> _Exercise goal_:
Would you please return the data below verbatim, without its pictures?

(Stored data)
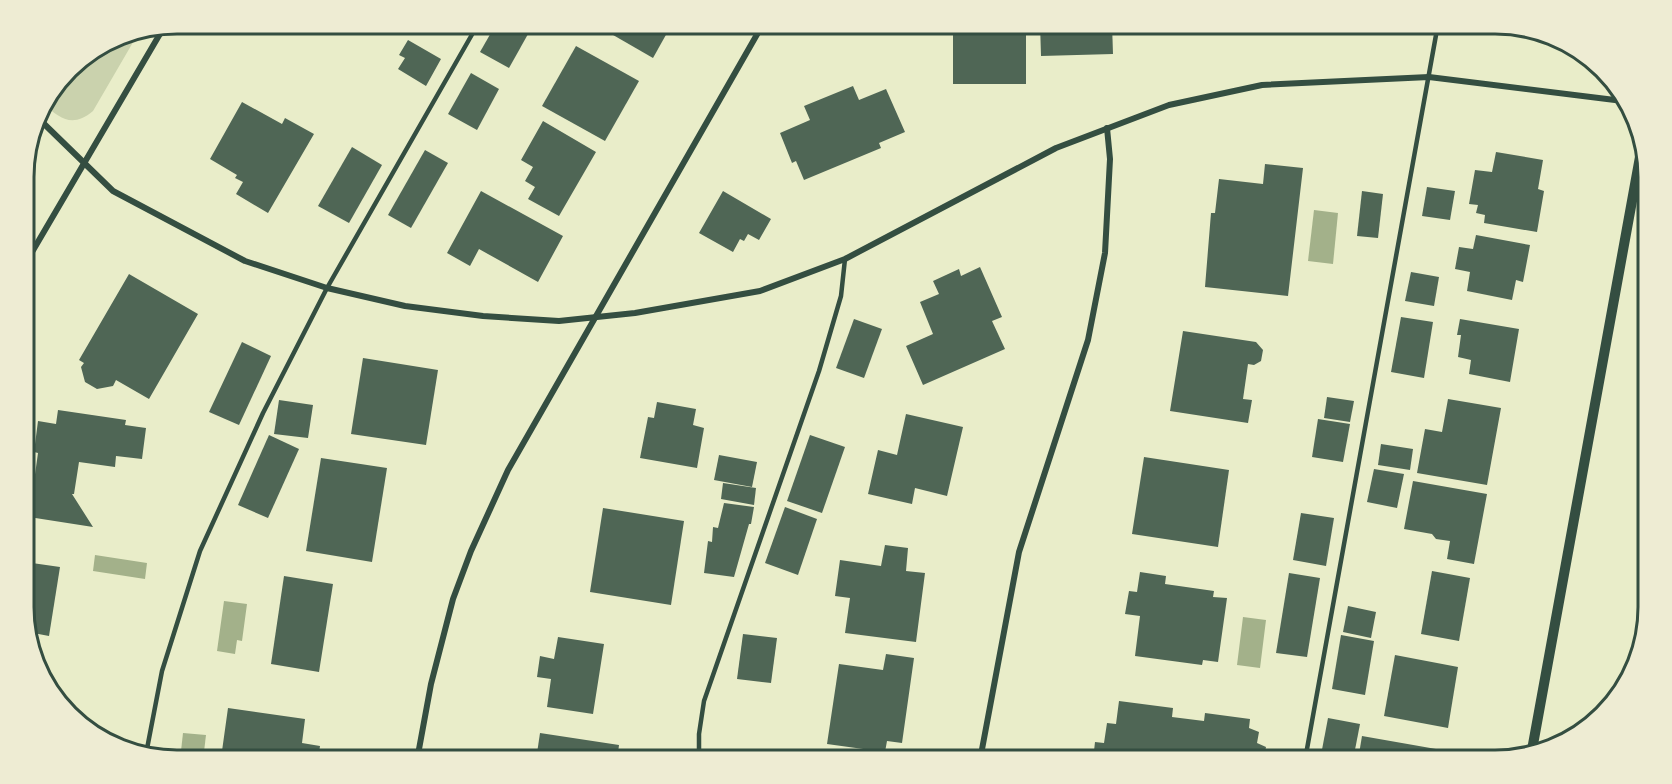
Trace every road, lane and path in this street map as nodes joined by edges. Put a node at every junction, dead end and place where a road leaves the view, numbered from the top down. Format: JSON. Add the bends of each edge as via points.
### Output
{"nodes":[{"id":1,"x":1436,"y":34,"type":"edge"},
{"id":2,"x":472,"y":35,"type":"edge"},
{"id":3,"x":757,"y":35,"type":"edge"},
{"id":4,"x":159,"y":36,"type":"edge"},
{"id":5,"x":1429,"y":77,"type":"junction"},
{"id":6,"x":1614,"y":100,"type":"edge"},
{"id":7,"x":45,"y":124,"type":"edge"},
{"id":8,"x":1107,"y":128,"type":"junction"},
{"id":9,"x":83,"y":162,"type":"junction"},
{"id":10,"x":1637,"y":172,"type":"edge"},
{"id":11,"x":35,"y":247,"type":"edge"},
{"id":12,"x":845,"y":259,"type":"junction"},
{"id":13,"x":327,"y":288,"type":"junction"},
{"id":14,"x":597,"y":317,"type":"junction"},
{"id":15,"x":1533,"y":744,"type":"edge"},
{"id":16,"x":148,"y":746,"type":"edge"},
{"id":17,"x":982,"y":749,"type":"edge"},
{"id":18,"x":1307,"y":749,"type":"edge"},
{"id":19,"x":419,"y":750,"type":"edge"},
{"id":20,"x":699,"y":750,"type":"edge"}],
"edges":[{"from":1,"to":5,"type":"lane"},
{"from":2,"to":13,"type":"lane"},
{"from":3,"to":14,"type":"street"},
{"from":4,"to":9,"type":"street"},
{"from":5,"to":6,"type":"street"},
{"from":5,"to":8,"type":"street","via":[[1262,85],[1169,105]]},
{"from":5,"to":18,"type":"lane"},
{"from":7,"to":9,"type":"street"},
{"from":8,"to":12,"type":"street","via":[[1056,148]]},
{"from":8,"to":17,"type":"street","via":[[1110,159],[1106,253],[1088,340],[1019,552]]},
{"from":9,"to":11,"type":"street"},
{"from":9,"to":13,"type":"street","via":[[113,191],[245,261]]},
{"from":10,"to":15,"type":"street"},
{"from":12,"to":14,"type":"street","via":[[760,291]]},
{"from":12,"to":20,"type":"lane","via":[[841,296],[819,371],[704,701]]},
{"from":13,"to":14,"type":"street","via":[[405,306],[483,316],[559,321]]},
{"from":13,"to":16,"type":"lane","via":[[263,413],[200,551],[162,672]]},
{"from":14,"to":19,"type":"street","via":[[508,470],[471,551],[453,599]]}]}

> _Exercise solution_:
Trace every road, lane and path in this street map as nodes joined by edges. Put a node at every junction, dead end and place where a road leaves the view, numbered from the top down. Format: JSON. Add the bends of each edge as via points.
### Output
{"nodes":[{"id":1,"x":1436,"y":34,"type":"edge"},
{"id":2,"x":472,"y":35,"type":"edge"},
{"id":3,"x":757,"y":35,"type":"edge"},
{"id":4,"x":159,"y":36,"type":"edge"},
{"id":5,"x":1429,"y":77,"type":"junction"},
{"id":6,"x":1614,"y":100,"type":"edge"},
{"id":7,"x":45,"y":124,"type":"edge"},
{"id":8,"x":1107,"y":128,"type":"junction"},
{"id":9,"x":83,"y":162,"type":"junction"},
{"id":10,"x":1637,"y":172,"type":"edge"},
{"id":11,"x":35,"y":247,"type":"edge"},
{"id":12,"x":845,"y":259,"type":"junction"},
{"id":13,"x":327,"y":288,"type":"junction"},
{"id":14,"x":597,"y":317,"type":"junction"},
{"id":15,"x":1533,"y":744,"type":"edge"},
{"id":16,"x":148,"y":746,"type":"edge"},
{"id":17,"x":982,"y":749,"type":"edge"},
{"id":18,"x":1307,"y":749,"type":"edge"},
{"id":19,"x":419,"y":750,"type":"edge"},
{"id":20,"x":699,"y":750,"type":"edge"}],
"edges":[{"from":1,"to":5,"type":"lane"},
{"from":2,"to":13,"type":"lane"},
{"from":3,"to":14,"type":"street"},
{"from":4,"to":9,"type":"street"},
{"from":5,"to":6,"type":"street"},
{"from":5,"to":8,"type":"street","via":[[1262,85],[1169,105]]},
{"from":5,"to":18,"type":"lane"},
{"from":7,"to":9,"type":"street"},
{"from":8,"to":12,"type":"street","via":[[1056,148]]},
{"from":8,"to":17,"type":"street","via":[[1110,159],[1106,253],[1088,340],[1019,552]]},
{"from":9,"to":11,"type":"street"},
{"from":9,"to":13,"type":"street","via":[[113,191],[245,261]]},
{"from":10,"to":15,"type":"street"},
{"from":12,"to":14,"type":"street","via":[[760,291]]},
{"from":12,"to":20,"type":"lane","via":[[841,296],[819,371],[704,701]]},
{"from":13,"to":14,"type":"street","via":[[405,306],[483,316],[559,321]]},
{"from":13,"to":16,"type":"lane","via":[[263,413],[200,551],[162,672]]},
{"from":14,"to":19,"type":"street","via":[[508,470],[471,551],[453,599]]}]}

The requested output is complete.